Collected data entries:
☆ ☆ ☆ ☆ ☆ ☆ ☆

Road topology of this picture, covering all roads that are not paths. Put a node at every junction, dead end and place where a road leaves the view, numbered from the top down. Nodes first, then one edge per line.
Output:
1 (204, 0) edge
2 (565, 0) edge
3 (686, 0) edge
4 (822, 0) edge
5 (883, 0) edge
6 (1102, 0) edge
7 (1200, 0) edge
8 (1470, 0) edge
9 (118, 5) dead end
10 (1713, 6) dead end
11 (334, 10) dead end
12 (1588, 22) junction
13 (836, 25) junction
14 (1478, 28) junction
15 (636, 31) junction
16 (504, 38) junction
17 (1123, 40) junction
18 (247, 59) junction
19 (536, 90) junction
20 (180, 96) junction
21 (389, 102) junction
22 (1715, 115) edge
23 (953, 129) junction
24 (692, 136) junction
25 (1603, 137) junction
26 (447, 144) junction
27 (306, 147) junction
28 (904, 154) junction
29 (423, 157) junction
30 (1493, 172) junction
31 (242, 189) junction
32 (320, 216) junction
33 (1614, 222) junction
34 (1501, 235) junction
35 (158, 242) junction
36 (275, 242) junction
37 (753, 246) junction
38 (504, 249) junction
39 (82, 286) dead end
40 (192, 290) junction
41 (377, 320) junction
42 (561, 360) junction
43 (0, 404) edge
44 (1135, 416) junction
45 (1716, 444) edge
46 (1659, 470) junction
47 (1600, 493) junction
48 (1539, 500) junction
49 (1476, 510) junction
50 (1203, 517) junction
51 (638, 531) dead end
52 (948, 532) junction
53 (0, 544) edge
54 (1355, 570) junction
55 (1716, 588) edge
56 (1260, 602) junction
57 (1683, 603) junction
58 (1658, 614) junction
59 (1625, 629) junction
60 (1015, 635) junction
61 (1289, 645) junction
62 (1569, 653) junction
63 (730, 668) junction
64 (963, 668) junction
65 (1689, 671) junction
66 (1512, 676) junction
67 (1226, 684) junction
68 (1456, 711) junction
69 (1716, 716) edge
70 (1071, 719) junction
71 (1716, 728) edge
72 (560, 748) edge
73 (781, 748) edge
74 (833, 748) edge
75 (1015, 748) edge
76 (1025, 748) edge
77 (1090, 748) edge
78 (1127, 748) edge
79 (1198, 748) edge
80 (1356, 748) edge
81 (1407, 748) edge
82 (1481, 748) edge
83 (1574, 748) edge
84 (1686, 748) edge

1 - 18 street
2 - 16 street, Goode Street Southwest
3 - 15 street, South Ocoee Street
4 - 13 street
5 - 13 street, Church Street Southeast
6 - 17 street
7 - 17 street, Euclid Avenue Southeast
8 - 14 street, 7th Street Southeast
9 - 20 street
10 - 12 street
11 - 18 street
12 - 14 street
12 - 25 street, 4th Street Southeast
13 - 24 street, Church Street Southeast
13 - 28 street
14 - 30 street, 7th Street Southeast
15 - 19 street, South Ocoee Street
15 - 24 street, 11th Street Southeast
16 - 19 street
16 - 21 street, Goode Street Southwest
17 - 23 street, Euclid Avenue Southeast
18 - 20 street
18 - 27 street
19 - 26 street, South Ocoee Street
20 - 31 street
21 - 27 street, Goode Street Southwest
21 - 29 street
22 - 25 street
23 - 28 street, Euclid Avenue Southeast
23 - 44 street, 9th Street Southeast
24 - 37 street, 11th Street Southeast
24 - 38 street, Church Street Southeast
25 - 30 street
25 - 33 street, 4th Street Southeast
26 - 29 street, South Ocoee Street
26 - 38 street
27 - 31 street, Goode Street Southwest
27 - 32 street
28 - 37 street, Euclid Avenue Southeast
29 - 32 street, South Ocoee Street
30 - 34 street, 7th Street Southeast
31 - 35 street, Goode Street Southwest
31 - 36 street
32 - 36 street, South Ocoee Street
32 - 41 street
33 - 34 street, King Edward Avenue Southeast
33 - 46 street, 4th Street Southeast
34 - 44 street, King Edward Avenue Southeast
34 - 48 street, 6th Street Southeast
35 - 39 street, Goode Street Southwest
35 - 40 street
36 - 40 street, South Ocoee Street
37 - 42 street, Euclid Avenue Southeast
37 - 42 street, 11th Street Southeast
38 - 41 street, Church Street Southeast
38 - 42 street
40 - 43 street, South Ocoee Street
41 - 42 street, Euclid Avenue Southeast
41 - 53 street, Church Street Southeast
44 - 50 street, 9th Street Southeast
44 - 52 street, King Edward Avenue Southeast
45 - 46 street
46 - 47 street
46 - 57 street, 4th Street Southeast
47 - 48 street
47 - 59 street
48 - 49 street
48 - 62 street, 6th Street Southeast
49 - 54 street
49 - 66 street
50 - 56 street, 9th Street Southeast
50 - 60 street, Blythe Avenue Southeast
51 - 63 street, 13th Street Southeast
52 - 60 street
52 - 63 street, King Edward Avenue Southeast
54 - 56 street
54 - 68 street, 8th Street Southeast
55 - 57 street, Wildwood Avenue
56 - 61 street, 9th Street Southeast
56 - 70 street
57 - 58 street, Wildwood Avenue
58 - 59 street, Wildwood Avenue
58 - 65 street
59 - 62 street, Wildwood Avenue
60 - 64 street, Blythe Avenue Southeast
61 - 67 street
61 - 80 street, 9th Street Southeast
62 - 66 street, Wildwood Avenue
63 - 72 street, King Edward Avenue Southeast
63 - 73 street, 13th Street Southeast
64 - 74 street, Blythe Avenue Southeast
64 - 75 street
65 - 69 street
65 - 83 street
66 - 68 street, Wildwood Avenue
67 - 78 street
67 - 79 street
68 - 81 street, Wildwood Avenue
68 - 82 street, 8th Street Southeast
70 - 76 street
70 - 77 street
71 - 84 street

☆ ☆ ☆ ☆ ☆ ☆ ☆

**Assigned task:**
Repeat, word for word, all the lines above.

**Answer to the problem:**
Road topology of this picture, covering all roads that are not paths. Put a node at every junction, dead end and place where a road leaves the view, numbered from the top down. Nodes first, then one edge per line.
Output:
1 (204, 0) edge
2 (565, 0) edge
3 (686, 0) edge
4 (822, 0) edge
5 (883, 0) edge
6 (1102, 0) edge
7 (1200, 0) edge
8 (1470, 0) edge
9 (118, 5) dead end
10 (1713, 6) dead end
11 (334, 10) dead end
12 (1588, 22) junction
13 (836, 25) junction
14 (1478, 28) junction
15 (636, 31) junction
16 (504, 38) junction
17 (1123, 40) junction
18 (247, 59) junction
19 (536, 90) junction
20 (180, 96) junction
21 (389, 102) junction
22 (1715, 115) edge
23 (953, 129) junction
24 (692, 136) junction
25 (1603, 137) junction
26 (447, 144) junction
27 (306, 147) junction
28 (904, 154) junction
29 (423, 157) junction
30 (1493, 172) junction
31 (242, 189) junction
32 (320, 216) junction
33 (1614, 222) junction
34 (1501, 235) junction
35 (158, 242) junction
36 (275, 242) junction
37 (753, 246) junction
38 (504, 249) junction
39 (82, 286) dead end
40 (192, 290) junction
41 (377, 320) junction
42 (561, 360) junction
43 (0, 404) edge
44 (1135, 416) junction
45 (1716, 444) edge
46 (1659, 470) junction
47 (1600, 493) junction
48 (1539, 500) junction
49 (1476, 510) junction
50 (1203, 517) junction
51 (638, 531) dead end
52 (948, 532) junction
53 (0, 544) edge
54 (1355, 570) junction
55 (1716, 588) edge
56 (1260, 602) junction
57 (1683, 603) junction
58 (1658, 614) junction
59 (1625, 629) junction
60 (1015, 635) junction
61 (1289, 645) junction
62 (1569, 653) junction
63 (730, 668) junction
64 (963, 668) junction
65 (1689, 671) junction
66 (1512, 676) junction
67 (1226, 684) junction
68 (1456, 711) junction
69 (1716, 716) edge
70 (1071, 719) junction
71 (1716, 728) edge
72 (560, 748) edge
73 (781, 748) edge
74 (833, 748) edge
75 (1015, 748) edge
76 (1025, 748) edge
77 (1090, 748) edge
78 (1127, 748) edge
79 (1198, 748) edge
80 (1356, 748) edge
81 (1407, 748) edge
82 (1481, 748) edge
83 (1574, 748) edge
84 (1686, 748) edge

1 - 18 street
2 - 16 street, Goode Street Southwest
3 - 15 street, South Ocoee Street
4 - 13 street
5 - 13 street, Church Street Southeast
6 - 17 street
7 - 17 street, Euclid Avenue Southeast
8 - 14 street, 7th Street Southeast
9 - 20 street
10 - 12 street
11 - 18 street
12 - 14 street
12 - 25 street, 4th Street Southeast
13 - 24 street, Church Street Southeast
13 - 28 street
14 - 30 street, 7th Street Southeast
15 - 19 street, South Ocoee Street
15 - 24 street, 11th Street Southeast
16 - 19 street
16 - 21 street, Goode Street Southwest
17 - 23 street, Euclid Avenue Southeast
18 - 20 street
18 - 27 street
19 - 26 street, South Ocoee Street
20 - 31 street
21 - 27 street, Goode Street Southwest
21 - 29 street
22 - 25 street
23 - 28 street, Euclid Avenue Southeast
23 - 44 street, 9th Street Southeast
24 - 37 street, 11th Street Southeast
24 - 38 street, Church Street Southeast
25 - 30 street
25 - 33 street, 4th Street Southeast
26 - 29 street, South Ocoee Street
26 - 38 street
27 - 31 street, Goode Street Southwest
27 - 32 street
28 - 37 street, Euclid Avenue Southeast
29 - 32 street, South Ocoee Street
30 - 34 street, 7th Street Southeast
31 - 35 street, Goode Street Southwest
31 - 36 street
32 - 36 street, South Ocoee Street
32 - 41 street
33 - 34 street, King Edward Avenue Southeast
33 - 46 street, 4th Street Southeast
34 - 44 street, King Edward Avenue Southeast
34 - 48 street, 6th Street Southeast
35 - 39 street, Goode Street Southwest
35 - 40 street
36 - 40 street, South Ocoee Street
37 - 42 street, Euclid Avenue Southeast
37 - 42 street, 11th Street Southeast
38 - 41 street, Church Street Southeast
38 - 42 street
40 - 43 street, South Ocoee Street
41 - 42 street, Euclid Avenue Southeast
41 - 53 street, Church Street Southeast
44 - 50 street, 9th Street Southeast
44 - 52 street, King Edward Avenue Southeast
45 - 46 street
46 - 47 street
46 - 57 street, 4th Street Southeast
47 - 48 street
47 - 59 street
48 - 49 street
48 - 62 street, 6th Street Southeast
49 - 54 street
49 - 66 street
50 - 56 street, 9th Street Southeast
50 - 60 street, Blythe Avenue Southeast
51 - 63 street, 13th Street Southeast
52 - 60 street
52 - 63 street, King Edward Avenue Southeast
54 - 56 street
54 - 68 street, 8th Street Southeast
55 - 57 street, Wildwood Avenue
56 - 61 street, 9th Street Southeast
56 - 70 street
57 - 58 street, Wildwood Avenue
58 - 59 street, Wildwood Avenue
58 - 65 street
59 - 62 street, Wildwood Avenue
60 - 64 street, Blythe Avenue Southeast
61 - 67 street
61 - 80 street, 9th Street Southeast
62 - 66 street, Wildwood Avenue
63 - 72 street, King Edward Avenue Southeast
63 - 73 street, 13th Street Southeast
64 - 74 street, Blythe Avenue Southeast
64 - 75 street
65 - 69 street
65 - 83 street
66 - 68 street, Wildwood Avenue
67 - 78 street
67 - 79 street
68 - 81 street, Wildwood Avenue
68 - 82 street, 8th Street Southeast
70 - 76 street
70 - 77 street
71 - 84 street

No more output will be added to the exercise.